Wherever the string "points" shows up in the data below, copy the whole line.

── Given records ──

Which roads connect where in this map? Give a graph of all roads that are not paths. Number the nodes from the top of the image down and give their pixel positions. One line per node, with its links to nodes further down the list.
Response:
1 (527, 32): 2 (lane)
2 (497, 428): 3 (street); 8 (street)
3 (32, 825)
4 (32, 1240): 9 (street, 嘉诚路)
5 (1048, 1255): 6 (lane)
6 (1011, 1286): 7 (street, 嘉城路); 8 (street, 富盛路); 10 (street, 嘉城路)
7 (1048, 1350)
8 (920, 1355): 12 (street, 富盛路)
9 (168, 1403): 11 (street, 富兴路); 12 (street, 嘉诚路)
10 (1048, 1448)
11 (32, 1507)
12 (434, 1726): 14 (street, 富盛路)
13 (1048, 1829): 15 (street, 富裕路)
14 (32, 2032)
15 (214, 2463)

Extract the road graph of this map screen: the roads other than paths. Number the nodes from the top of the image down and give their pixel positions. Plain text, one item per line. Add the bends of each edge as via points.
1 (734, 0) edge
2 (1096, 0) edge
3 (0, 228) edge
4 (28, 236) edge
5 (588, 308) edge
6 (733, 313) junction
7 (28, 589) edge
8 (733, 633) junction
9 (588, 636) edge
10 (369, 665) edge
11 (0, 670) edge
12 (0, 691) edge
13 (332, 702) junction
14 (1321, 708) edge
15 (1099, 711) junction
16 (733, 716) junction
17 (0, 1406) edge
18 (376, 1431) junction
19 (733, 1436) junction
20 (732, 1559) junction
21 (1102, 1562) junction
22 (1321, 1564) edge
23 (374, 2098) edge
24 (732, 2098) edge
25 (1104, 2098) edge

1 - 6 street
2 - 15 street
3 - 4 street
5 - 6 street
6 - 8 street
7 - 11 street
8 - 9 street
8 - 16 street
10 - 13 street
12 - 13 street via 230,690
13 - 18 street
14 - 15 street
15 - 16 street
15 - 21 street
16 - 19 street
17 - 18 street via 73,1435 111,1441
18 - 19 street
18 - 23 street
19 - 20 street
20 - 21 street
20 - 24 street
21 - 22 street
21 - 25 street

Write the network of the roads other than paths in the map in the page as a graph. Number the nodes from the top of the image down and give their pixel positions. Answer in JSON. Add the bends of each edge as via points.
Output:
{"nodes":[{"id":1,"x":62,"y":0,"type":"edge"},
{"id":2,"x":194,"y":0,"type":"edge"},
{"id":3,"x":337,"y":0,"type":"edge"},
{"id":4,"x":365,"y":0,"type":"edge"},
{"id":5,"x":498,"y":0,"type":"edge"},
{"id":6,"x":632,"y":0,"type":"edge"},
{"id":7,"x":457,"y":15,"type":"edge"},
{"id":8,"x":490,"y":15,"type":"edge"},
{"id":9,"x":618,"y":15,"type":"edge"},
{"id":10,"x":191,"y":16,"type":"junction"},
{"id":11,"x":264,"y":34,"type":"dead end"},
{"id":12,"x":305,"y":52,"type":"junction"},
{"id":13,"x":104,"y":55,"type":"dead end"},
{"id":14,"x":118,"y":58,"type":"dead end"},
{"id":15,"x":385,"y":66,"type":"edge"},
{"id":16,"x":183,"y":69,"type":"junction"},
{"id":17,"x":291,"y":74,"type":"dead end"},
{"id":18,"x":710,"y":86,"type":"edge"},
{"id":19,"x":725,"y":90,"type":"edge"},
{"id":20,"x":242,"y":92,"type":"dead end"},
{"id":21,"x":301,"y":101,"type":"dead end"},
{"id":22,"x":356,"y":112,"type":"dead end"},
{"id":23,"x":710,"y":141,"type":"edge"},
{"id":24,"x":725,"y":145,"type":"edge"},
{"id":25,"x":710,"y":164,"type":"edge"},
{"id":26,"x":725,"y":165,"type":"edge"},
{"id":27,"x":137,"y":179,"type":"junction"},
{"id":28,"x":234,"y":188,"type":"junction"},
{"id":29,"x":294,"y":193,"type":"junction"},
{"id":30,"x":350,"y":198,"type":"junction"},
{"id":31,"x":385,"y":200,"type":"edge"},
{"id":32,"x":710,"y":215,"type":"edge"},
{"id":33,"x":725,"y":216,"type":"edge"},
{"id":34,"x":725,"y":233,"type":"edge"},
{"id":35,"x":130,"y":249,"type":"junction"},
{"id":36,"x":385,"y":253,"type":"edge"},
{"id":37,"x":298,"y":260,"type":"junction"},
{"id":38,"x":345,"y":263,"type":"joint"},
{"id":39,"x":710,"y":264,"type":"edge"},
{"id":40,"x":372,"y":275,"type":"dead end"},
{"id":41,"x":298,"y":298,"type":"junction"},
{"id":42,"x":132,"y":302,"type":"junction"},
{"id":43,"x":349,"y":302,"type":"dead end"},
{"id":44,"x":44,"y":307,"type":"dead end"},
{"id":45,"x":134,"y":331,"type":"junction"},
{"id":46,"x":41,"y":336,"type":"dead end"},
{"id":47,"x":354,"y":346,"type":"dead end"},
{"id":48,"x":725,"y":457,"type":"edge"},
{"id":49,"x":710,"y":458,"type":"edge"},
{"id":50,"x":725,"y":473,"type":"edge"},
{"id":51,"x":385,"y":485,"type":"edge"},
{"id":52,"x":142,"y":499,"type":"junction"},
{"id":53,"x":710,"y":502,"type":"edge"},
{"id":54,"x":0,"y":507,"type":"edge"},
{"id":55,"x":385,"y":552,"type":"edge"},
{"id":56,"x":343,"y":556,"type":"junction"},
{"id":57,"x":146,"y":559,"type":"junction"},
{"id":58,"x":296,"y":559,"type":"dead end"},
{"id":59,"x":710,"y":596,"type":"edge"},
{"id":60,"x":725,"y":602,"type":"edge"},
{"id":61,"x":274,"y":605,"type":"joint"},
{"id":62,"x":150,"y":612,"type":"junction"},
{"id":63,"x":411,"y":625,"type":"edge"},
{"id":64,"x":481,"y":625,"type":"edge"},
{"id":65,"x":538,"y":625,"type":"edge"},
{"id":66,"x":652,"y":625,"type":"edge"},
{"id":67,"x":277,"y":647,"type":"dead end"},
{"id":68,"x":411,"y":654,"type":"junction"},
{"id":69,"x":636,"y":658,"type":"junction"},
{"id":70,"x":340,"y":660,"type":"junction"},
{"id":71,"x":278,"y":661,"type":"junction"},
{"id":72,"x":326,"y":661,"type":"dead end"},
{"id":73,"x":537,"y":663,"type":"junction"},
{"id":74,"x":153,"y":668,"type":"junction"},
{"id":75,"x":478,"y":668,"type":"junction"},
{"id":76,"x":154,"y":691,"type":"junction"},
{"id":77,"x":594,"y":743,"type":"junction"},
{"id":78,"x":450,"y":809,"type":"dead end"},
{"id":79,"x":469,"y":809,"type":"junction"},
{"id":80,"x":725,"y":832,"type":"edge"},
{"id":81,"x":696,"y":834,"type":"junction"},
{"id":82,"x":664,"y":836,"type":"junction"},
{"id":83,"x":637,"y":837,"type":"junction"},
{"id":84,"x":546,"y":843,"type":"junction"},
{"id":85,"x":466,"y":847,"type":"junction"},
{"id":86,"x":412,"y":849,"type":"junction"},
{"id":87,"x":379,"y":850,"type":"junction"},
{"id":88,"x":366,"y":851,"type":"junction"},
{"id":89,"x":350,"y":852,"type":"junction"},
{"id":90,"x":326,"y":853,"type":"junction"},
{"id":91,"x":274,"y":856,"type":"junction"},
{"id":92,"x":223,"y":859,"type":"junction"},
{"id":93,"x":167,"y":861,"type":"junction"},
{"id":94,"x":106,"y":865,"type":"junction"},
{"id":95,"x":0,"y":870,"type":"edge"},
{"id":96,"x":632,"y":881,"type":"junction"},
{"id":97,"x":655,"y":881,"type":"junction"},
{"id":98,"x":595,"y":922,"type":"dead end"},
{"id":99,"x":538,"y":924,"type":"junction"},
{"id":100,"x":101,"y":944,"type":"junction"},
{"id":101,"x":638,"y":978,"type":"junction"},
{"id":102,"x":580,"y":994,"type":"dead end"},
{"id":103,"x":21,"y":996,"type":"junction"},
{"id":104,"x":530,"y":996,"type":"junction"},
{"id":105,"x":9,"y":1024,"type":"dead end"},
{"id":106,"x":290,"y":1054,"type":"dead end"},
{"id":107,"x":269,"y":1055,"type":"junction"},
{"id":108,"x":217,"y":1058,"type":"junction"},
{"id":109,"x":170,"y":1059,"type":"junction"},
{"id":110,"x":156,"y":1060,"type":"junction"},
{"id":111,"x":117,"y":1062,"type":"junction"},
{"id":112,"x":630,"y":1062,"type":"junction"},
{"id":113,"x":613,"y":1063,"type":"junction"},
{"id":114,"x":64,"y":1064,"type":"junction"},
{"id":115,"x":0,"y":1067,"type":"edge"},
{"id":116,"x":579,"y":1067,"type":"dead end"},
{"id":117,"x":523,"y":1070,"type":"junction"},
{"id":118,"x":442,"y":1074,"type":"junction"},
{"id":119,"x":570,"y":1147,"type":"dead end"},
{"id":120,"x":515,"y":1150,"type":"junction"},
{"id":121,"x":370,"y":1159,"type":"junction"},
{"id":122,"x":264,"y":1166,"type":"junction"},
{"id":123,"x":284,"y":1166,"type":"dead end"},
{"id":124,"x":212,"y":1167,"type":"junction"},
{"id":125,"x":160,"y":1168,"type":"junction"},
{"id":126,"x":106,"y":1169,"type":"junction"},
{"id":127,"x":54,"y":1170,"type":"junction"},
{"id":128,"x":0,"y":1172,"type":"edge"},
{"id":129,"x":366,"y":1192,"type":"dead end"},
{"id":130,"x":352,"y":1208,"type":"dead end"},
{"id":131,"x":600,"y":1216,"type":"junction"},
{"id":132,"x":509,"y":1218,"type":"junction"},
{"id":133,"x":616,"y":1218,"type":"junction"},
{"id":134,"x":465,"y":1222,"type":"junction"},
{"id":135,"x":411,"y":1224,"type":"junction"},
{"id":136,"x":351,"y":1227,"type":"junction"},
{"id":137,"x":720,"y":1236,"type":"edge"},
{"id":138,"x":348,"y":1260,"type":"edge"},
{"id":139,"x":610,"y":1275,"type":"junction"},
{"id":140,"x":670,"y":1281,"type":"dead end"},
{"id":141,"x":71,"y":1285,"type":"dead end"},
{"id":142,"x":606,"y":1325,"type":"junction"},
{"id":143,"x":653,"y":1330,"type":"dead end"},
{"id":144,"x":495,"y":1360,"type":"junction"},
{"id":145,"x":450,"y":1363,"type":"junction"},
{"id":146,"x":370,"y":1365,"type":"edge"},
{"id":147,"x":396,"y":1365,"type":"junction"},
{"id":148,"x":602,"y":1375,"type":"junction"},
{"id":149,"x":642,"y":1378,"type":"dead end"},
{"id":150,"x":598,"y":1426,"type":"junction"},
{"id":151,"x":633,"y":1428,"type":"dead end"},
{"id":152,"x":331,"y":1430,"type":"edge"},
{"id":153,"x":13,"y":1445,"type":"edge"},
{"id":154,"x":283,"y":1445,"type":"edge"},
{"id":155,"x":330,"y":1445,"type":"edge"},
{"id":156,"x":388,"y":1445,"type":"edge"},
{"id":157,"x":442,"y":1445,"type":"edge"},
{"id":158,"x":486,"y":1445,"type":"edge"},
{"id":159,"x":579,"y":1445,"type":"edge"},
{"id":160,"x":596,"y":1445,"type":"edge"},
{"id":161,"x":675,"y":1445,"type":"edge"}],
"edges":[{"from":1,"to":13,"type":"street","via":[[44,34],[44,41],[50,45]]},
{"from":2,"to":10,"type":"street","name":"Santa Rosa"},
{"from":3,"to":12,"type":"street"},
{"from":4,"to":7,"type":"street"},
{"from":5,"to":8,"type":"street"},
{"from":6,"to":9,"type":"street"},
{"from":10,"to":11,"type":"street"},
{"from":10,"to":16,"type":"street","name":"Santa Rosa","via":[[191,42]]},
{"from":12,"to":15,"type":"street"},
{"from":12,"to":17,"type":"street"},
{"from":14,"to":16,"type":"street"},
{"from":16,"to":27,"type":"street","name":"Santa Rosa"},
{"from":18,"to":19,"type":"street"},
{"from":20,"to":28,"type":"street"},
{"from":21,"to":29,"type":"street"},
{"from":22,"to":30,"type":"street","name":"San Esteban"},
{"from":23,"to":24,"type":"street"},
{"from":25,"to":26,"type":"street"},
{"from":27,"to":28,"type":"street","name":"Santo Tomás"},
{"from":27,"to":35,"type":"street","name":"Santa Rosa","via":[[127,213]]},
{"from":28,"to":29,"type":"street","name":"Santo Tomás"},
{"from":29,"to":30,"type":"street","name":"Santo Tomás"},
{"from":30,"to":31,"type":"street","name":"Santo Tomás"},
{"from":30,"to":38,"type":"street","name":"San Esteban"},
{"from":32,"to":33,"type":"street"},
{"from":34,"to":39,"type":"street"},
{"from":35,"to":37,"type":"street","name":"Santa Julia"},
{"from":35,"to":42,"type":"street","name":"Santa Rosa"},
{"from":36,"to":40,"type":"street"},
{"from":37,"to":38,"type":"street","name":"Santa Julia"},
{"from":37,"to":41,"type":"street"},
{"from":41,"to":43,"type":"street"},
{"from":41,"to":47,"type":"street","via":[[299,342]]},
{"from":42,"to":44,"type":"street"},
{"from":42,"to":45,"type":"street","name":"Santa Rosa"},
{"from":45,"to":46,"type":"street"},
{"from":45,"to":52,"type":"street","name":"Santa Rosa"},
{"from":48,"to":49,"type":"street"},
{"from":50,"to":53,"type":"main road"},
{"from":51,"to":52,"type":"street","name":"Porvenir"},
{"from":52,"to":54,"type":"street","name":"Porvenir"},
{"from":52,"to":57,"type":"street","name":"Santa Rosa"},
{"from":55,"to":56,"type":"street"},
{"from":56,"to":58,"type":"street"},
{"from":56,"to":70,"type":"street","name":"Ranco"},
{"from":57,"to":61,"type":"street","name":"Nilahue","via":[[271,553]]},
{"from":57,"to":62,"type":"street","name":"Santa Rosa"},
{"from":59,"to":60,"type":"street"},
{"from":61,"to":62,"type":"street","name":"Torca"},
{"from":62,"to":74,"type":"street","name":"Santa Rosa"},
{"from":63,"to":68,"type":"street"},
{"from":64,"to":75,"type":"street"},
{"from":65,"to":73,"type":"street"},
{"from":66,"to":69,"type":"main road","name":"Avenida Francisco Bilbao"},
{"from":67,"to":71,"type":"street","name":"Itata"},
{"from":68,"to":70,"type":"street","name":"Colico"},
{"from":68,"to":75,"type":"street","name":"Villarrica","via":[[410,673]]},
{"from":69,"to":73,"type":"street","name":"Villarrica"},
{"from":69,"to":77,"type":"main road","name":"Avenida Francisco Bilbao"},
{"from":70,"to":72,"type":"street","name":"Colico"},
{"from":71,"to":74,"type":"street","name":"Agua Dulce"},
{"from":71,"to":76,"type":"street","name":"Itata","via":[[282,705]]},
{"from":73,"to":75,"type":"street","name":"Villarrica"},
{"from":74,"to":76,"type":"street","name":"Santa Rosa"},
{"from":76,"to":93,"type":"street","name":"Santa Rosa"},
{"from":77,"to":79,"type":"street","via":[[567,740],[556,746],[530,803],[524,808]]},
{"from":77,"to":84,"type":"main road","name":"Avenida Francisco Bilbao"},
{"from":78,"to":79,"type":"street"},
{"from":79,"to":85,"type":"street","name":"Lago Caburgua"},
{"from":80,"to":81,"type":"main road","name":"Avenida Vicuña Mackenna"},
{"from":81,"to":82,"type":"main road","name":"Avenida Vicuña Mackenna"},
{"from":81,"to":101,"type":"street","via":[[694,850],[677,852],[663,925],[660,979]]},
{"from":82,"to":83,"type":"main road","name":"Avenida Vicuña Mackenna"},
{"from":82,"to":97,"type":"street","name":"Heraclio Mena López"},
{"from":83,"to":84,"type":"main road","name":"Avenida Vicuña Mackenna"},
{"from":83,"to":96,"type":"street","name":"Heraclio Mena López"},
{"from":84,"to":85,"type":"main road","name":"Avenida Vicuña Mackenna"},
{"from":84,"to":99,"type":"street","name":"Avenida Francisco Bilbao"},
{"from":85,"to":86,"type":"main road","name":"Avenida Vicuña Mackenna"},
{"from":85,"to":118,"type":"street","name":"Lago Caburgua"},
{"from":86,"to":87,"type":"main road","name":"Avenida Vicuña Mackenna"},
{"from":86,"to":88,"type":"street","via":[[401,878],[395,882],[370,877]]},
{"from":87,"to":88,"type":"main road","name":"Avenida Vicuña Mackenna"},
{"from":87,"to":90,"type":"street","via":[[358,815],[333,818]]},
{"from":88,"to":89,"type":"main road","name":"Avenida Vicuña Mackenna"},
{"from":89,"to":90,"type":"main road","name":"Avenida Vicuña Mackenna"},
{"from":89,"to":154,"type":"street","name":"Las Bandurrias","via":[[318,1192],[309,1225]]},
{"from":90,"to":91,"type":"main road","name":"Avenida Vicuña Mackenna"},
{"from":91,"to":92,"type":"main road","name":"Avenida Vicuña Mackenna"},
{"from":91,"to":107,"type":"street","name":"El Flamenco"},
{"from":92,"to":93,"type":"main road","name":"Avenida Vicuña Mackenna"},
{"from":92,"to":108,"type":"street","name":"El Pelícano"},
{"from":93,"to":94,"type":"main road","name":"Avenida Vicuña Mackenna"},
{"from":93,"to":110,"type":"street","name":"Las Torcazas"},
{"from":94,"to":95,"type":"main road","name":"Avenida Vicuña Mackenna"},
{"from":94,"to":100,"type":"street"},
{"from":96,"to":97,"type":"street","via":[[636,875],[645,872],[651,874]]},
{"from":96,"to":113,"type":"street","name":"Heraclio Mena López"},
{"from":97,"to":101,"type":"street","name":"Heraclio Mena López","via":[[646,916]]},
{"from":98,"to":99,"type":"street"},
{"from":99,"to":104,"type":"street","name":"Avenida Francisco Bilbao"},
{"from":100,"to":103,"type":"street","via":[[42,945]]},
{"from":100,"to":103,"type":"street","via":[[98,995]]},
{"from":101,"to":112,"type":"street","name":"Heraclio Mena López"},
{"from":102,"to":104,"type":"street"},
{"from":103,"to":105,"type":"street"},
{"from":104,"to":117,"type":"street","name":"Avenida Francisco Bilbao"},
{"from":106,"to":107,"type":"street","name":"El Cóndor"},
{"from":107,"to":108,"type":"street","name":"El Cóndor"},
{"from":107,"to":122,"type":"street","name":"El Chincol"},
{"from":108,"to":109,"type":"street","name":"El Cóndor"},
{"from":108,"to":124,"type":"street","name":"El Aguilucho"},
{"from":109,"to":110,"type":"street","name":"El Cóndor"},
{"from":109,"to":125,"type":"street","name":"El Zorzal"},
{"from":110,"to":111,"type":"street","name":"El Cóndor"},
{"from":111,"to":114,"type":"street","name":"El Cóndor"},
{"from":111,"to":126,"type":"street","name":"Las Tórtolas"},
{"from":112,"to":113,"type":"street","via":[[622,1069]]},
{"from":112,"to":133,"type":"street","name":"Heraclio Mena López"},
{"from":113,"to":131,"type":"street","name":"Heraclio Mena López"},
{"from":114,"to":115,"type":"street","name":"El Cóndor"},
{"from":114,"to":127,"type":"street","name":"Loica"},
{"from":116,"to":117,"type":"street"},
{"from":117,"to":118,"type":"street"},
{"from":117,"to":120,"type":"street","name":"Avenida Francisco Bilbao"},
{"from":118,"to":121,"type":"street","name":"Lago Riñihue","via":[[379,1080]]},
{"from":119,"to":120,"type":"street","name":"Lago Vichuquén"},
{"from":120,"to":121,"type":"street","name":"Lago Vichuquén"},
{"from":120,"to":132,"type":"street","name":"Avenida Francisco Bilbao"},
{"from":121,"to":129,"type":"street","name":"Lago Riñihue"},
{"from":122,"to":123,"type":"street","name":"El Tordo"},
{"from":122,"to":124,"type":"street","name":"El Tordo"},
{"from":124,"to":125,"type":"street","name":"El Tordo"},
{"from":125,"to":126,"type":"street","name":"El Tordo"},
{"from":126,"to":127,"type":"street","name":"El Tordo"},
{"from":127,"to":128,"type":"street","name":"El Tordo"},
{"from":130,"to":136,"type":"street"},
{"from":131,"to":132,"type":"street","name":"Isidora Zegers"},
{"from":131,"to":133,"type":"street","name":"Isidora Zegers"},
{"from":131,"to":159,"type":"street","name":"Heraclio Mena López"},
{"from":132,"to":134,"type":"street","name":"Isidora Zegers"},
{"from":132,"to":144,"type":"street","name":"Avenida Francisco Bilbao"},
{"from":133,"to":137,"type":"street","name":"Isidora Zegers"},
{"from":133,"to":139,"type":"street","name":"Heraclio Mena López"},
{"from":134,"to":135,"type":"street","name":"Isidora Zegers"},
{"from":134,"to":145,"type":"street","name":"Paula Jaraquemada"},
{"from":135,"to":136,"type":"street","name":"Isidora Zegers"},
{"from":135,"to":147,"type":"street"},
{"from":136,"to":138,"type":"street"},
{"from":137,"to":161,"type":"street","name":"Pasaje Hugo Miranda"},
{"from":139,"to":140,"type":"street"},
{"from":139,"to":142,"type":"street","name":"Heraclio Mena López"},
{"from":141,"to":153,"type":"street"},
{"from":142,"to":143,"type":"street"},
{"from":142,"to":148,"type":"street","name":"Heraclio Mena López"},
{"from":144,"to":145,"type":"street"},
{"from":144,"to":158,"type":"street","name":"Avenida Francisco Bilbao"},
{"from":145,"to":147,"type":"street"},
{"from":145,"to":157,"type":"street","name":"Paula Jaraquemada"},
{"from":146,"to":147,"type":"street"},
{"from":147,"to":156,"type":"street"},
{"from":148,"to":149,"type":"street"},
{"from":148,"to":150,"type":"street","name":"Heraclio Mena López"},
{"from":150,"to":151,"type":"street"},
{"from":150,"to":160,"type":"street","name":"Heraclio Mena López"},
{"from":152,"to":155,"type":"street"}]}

───

Output for this exercise:
Extract the road graph of this map screen: the roads other than paths. Number the nodes from the top of the image down and give their pixel positions. Plain text, one item per line. Add the bends of each edge as via points.
Write the network of the roads other than paths in the map in the page as a graph. Number the nodes from the top of the image down and give their pixel positions. Answer in JSON. Add the bends of each edge as via points.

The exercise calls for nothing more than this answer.